TRY IT:
Copy out every entry, keeping each character the same.

EXERCISE MATERIAL:

• • • • • • •

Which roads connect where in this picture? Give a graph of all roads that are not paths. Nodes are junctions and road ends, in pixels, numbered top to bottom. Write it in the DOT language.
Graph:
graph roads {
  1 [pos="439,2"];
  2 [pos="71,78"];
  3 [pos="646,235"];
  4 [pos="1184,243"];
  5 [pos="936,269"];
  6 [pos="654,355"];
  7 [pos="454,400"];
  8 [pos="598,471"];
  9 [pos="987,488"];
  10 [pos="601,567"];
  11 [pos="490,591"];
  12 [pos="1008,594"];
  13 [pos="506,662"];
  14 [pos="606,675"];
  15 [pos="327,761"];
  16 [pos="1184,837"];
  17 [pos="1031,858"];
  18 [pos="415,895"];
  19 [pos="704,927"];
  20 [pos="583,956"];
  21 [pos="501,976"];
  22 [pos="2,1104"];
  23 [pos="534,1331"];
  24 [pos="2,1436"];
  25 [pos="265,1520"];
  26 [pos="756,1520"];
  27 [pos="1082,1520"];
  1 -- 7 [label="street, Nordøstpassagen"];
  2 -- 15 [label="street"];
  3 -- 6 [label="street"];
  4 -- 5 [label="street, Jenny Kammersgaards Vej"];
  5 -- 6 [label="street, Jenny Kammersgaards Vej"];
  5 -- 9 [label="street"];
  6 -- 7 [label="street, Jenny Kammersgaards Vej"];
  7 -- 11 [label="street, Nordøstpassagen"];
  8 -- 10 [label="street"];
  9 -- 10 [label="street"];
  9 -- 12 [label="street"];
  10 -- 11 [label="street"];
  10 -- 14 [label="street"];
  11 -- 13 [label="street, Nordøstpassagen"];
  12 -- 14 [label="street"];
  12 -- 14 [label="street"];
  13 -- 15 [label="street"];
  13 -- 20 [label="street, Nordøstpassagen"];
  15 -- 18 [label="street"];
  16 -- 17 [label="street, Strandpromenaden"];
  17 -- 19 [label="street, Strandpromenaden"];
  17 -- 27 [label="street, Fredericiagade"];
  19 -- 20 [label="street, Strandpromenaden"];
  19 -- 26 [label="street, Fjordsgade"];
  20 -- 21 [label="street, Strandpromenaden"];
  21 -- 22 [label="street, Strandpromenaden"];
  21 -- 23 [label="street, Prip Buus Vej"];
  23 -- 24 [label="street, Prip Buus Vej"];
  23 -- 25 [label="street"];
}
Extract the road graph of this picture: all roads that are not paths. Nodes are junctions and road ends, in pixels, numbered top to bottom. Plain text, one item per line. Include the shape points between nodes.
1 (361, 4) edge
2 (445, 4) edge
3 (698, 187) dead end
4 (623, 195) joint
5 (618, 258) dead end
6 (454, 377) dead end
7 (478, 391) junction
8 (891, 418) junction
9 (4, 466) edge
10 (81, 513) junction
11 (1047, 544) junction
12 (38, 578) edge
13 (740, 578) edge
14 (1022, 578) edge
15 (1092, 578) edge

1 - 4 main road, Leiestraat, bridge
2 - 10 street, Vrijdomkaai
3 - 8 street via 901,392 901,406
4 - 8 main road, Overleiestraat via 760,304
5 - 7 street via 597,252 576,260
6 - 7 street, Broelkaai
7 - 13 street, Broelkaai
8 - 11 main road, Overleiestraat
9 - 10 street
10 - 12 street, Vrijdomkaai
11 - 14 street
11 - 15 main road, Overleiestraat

• • • • • • •

RESULT:
Which roads connect where in this picture? Give a graph of all roads that are not paths. Nodes are junctions and road ends, in pixels, numbered top to bottom. Write it in the DOT language.
Graph:
graph roads {
  1 [pos="439,2"];
  2 [pos="71,78"];
  3 [pos="646,235"];
  4 [pos="1184,243"];
  5 [pos="936,269"];
  6 [pos="654,355"];
  7 [pos="454,400"];
  8 [pos="598,471"];
  9 [pos="987,488"];
  10 [pos="601,567"];
  11 [pos="490,591"];
  12 [pos="1008,594"];
  13 [pos="506,662"];
  14 [pos="606,675"];
  15 [pos="327,761"];
  16 [pos="1184,837"];
  17 [pos="1031,858"];
  18 [pos="415,895"];
  19 [pos="704,927"];
  20 [pos="583,956"];
  21 [pos="501,976"];
  22 [pos="2,1104"];
  23 [pos="534,1331"];
  24 [pos="2,1436"];
  25 [pos="265,1520"];
  26 [pos="756,1520"];
  27 [pos="1082,1520"];
  1 -- 7 [label="street, Nordøstpassagen"];
  2 -- 15 [label="street"];
  3 -- 6 [label="street"];
  4 -- 5 [label="street, Jenny Kammersgaards Vej"];
  5 -- 6 [label="street, Jenny Kammersgaards Vej"];
  5 -- 9 [label="street"];
  6 -- 7 [label="street, Jenny Kammersgaards Vej"];
  7 -- 11 [label="street, Nordøstpassagen"];
  8 -- 10 [label="street"];
  9 -- 10 [label="street"];
  9 -- 12 [label="street"];
  10 -- 11 [label="street"];
  10 -- 14 [label="street"];
  11 -- 13 [label="street, Nordøstpassagen"];
  12 -- 14 [label="street"];
  12 -- 14 [label="street"];
  13 -- 15 [label="street"];
  13 -- 20 [label="street, Nordøstpassagen"];
  15 -- 18 [label="street"];
  16 -- 17 [label="street, Strandpromenaden"];
  17 -- 19 [label="street, Strandpromenaden"];
  17 -- 27 [label="street, Fredericiagade"];
  19 -- 20 [label="street, Strandpromenaden"];
  19 -- 26 [label="street, Fjordsgade"];
  20 -- 21 [label="street, Strandpromenaden"];
  21 -- 22 [label="street, Strandpromenaden"];
  21 -- 23 [label="street, Prip Buus Vej"];
  23 -- 24 [label="street, Prip Buus Vej"];
  23 -- 25 [label="street"];
}
Extract the road graph of this picture: all roads that are not paths. Nodes are junctions and road ends, in pixels, numbered top to bottom. Plain text, one item per line. Include the shape points between nodes.
1 (361, 4) edge
2 (445, 4) edge
3 (698, 187) dead end
4 (623, 195) joint
5 (618, 258) dead end
6 (454, 377) dead end
7 (478, 391) junction
8 (891, 418) junction
9 (4, 466) edge
10 (81, 513) junction
11 (1047, 544) junction
12 (38, 578) edge
13 (740, 578) edge
14 (1022, 578) edge
15 (1092, 578) edge

1 - 4 main road, Leiestraat, bridge
2 - 10 street, Vrijdomkaai
3 - 8 street via 901,392 901,406
4 - 8 main road, Overleiestraat via 760,304
5 - 7 street via 597,252 576,260
6 - 7 street, Broelkaai
7 - 13 street, Broelkaai
8 - 11 main road, Overleiestraat
9 - 10 street
10 - 12 street, Vrijdomkaai
11 - 14 street
11 - 15 main road, Overleiestraat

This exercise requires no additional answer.